Stored data:
######

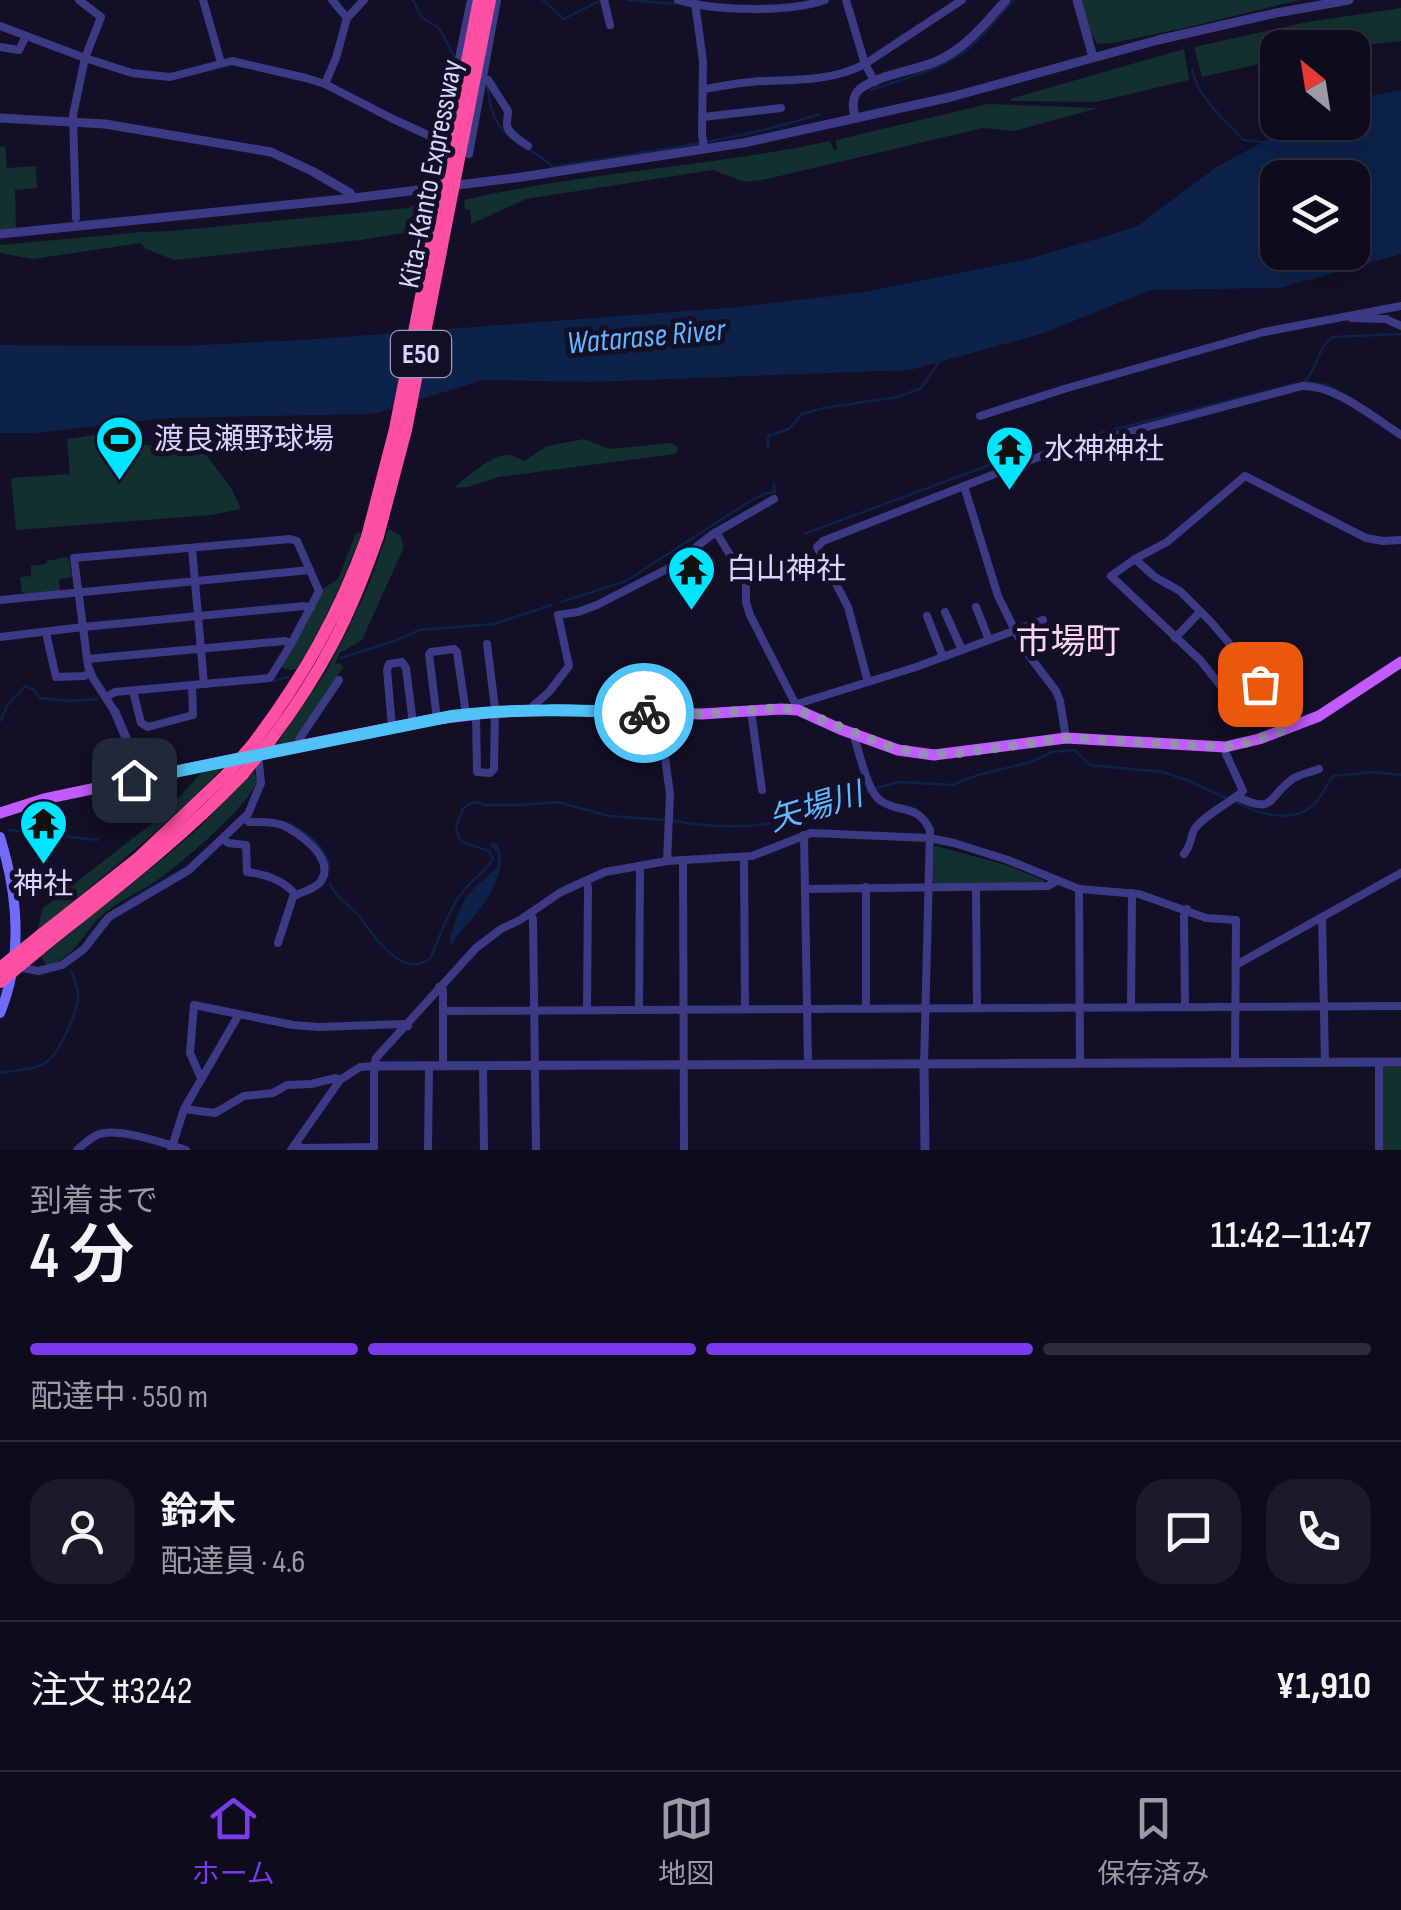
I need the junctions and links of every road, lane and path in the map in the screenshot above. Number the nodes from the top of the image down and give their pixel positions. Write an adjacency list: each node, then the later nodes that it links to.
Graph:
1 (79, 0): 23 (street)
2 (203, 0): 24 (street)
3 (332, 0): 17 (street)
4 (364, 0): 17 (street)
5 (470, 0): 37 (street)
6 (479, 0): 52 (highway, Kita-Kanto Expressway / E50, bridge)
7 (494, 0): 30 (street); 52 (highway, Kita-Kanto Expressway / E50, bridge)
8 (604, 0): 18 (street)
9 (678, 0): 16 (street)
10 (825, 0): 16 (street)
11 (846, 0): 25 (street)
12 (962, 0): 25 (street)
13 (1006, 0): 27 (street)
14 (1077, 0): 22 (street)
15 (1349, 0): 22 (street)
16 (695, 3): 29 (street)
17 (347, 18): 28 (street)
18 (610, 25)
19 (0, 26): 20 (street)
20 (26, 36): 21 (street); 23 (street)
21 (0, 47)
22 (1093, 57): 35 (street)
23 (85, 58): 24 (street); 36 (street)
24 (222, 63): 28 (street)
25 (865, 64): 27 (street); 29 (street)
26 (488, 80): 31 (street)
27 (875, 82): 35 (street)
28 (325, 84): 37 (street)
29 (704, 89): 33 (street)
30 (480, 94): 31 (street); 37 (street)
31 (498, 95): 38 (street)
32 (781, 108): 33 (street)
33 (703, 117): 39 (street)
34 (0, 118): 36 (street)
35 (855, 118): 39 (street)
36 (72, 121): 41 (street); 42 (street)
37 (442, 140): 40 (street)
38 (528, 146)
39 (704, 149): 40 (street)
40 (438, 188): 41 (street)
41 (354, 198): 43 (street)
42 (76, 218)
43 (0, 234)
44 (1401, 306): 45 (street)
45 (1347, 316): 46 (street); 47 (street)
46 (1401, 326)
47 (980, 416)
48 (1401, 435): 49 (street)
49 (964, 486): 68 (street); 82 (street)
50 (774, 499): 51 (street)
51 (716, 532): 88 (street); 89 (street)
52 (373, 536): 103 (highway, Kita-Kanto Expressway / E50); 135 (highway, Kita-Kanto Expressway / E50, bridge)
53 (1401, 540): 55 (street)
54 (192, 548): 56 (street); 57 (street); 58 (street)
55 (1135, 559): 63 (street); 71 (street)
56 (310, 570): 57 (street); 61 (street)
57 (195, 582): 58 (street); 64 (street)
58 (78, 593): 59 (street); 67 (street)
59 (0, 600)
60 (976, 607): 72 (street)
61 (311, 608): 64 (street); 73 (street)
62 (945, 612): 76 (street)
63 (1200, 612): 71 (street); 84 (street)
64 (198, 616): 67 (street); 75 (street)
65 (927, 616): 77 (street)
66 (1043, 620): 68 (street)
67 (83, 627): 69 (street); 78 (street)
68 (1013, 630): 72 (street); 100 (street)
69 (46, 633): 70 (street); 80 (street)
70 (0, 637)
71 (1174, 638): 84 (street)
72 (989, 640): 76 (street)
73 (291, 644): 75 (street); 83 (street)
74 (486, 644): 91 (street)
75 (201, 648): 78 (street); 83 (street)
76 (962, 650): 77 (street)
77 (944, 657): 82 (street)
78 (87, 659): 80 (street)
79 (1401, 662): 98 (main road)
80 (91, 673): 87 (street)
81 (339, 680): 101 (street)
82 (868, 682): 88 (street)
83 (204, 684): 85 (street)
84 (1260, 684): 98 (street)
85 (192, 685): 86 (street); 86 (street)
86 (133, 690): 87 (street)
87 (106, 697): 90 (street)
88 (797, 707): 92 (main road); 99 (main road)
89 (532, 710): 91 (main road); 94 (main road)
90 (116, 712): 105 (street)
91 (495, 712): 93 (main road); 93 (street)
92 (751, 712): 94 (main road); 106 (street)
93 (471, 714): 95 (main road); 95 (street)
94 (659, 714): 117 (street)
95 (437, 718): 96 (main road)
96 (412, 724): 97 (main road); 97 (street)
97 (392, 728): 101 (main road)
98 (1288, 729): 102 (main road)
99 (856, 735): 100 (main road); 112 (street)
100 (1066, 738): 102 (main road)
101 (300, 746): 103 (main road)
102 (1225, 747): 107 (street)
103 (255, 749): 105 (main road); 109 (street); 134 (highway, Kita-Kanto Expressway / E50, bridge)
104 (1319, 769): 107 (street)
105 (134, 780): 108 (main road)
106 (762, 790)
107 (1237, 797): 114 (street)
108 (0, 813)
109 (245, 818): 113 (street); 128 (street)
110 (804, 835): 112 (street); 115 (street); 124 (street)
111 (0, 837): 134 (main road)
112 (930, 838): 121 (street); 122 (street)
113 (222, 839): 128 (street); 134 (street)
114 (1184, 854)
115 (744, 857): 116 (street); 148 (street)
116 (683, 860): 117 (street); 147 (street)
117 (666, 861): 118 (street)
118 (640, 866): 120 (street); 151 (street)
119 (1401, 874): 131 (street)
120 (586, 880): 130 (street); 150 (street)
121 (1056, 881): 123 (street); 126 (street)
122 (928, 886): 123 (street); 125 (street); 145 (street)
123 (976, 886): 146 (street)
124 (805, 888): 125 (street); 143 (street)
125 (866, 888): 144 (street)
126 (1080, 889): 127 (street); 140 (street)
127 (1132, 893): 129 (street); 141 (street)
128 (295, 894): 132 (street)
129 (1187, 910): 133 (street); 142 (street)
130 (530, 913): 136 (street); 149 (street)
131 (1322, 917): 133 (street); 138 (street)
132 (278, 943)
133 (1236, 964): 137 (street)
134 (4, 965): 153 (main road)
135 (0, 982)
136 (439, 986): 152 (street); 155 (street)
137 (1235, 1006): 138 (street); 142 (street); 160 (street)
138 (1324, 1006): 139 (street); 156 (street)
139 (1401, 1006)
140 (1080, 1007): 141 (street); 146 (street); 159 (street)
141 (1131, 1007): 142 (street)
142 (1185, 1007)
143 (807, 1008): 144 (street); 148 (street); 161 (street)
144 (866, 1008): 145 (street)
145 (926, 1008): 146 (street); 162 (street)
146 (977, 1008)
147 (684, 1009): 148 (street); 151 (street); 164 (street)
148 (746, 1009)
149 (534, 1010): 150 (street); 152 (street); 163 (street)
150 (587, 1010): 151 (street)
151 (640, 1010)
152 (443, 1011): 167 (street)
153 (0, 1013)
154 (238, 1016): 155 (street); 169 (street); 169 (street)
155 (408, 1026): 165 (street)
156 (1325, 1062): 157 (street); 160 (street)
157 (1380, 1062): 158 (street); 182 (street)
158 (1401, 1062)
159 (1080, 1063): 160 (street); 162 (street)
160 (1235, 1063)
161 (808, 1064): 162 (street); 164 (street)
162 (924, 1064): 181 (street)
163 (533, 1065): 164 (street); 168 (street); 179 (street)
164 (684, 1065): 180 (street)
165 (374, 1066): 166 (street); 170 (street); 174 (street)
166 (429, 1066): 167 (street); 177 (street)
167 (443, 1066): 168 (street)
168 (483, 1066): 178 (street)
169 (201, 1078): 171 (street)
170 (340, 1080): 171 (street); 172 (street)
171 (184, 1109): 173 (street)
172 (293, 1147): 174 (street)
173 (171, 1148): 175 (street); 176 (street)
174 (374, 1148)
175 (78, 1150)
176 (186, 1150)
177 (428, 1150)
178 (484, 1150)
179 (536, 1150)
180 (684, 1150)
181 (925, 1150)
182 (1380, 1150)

######

DIRECTIONS - Looking at the entries above, state the number of lines that contain "bridge" and add nothing more.

SOLUTION FOR THIS EXERCISE - 4